_1RD7313 (1).jpg
Accueil » Actualités » Les pneus de course Michelin survivent à Daytona Deep Freeze

Les pneus de course Michelin survivent à Daytona Deep Freeze



Les slicks de course de Michelin devaient fournir une adhérence par temps extrêmement froid pour la course de voitures de sport des 24 Heures de Daytona de cette année.

Les pneus de course pour voitures de sport sont conçus pour offrir une adhérence maximale et résister aux températures extrêmes normalement créées par la friction entre le pneu et la surface de la piste.

Mais lors de la course de voitures de sport des 24 Heures de Daytona de cette année, le temps inhabituellement froid a obligé les pneus à faire leurs preuves dans des conditions mieux adaptées aux pneus d’hiver purs qu’aux slicks de course.

Image reproduite avec l’aimable autorisation de Michelin Motorsport_1RD7770.jpg

Bien sûr, en cas de pluie, les équipes peuvent utiliser des pneus à crampons pour évacuer l’eau de l’interface entre les pneus et la route. Mais par temps tout simplement froid, ils ont couru avec des pneus conçus pour des performances de pointe qui anticipaient des températures beaucoup plus modérées.
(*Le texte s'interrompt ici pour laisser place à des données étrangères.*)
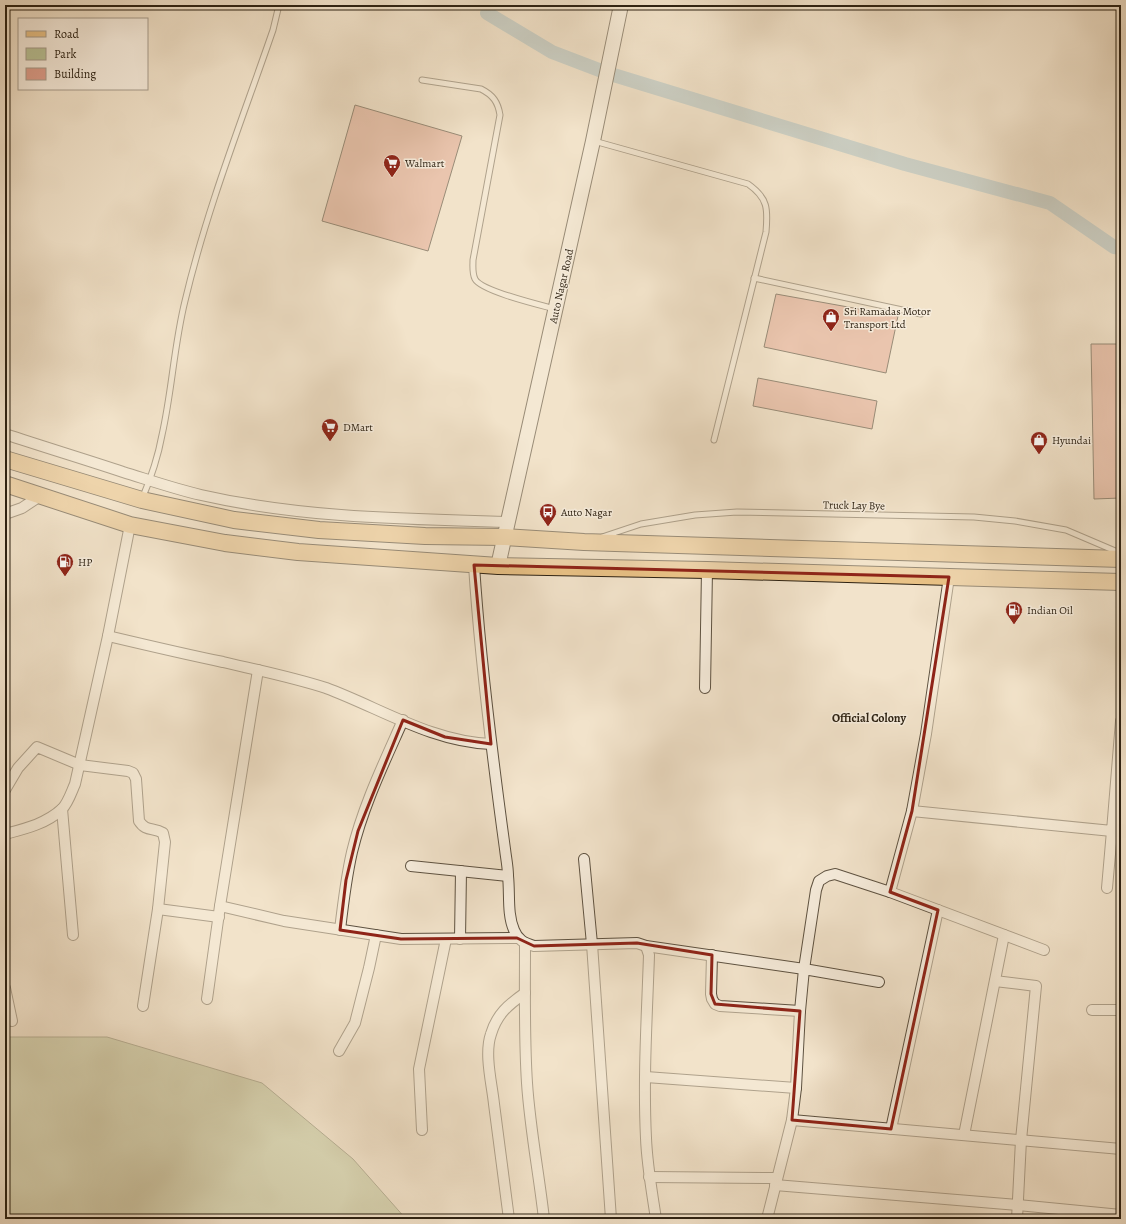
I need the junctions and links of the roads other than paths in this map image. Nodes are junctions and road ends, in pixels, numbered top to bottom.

Au cours de l’événement de cette année, qui était le 60e course des 24 heures de Daytona, les voitures équipées de Michelin ont accumulé 5 517 milles combinés pendant chaque heure de course. À la fin, les pneus Michelin avaient parcouru 132 421 milles. Ils l’ont fait alors que les pneus (et les équipes) ont enduré des températures qui ont chuté à 31 degrés pendant la nuit, avec une température de piste de 33 degrés.

Incroyablement, en cours de route, les équipes ont battu des records de vitesse malgré une adhérence moins qu’idéale. « Voir le record de la piste battu à plusieurs reprises dans des conditions froides pendant la nuit est un hommage à nos ingénieurs Michelin, qui travaillent dur pour fournir des pneus polyvalents avec une large gamme de performances », a déclaré Tony Ménard, directeur du sport automobile, Michelin Amérique du Nord.

Bien que cela soit dû au fait que l’air froid et dense permettait aux moteurs des voitures de produire plus de puissance que d’habitude, ces voitures devaient encore être capables de mettre cette puissance supplémentaire au sol, ainsi que de pouvoir freiner et tourner.

Lorsqu’on lui a demandé s’il avait déjà fait l’expérience de courses sur route à de telles températures, Hans Emmel, directeur principal des opérations de sports mécaniques, a répondu : « Personnellement, je n’en ai pas fait. »

Cependant, les courses de la saison dernière se sont également terminées sur une note inhabituellement froide, avec des températures de 37 degrés pour la course Petite Le Mans à Road Atlanta, ce qui a donné aux ingénieurs Michelin un aperçu de ce à quoi s’attendre à Daytona.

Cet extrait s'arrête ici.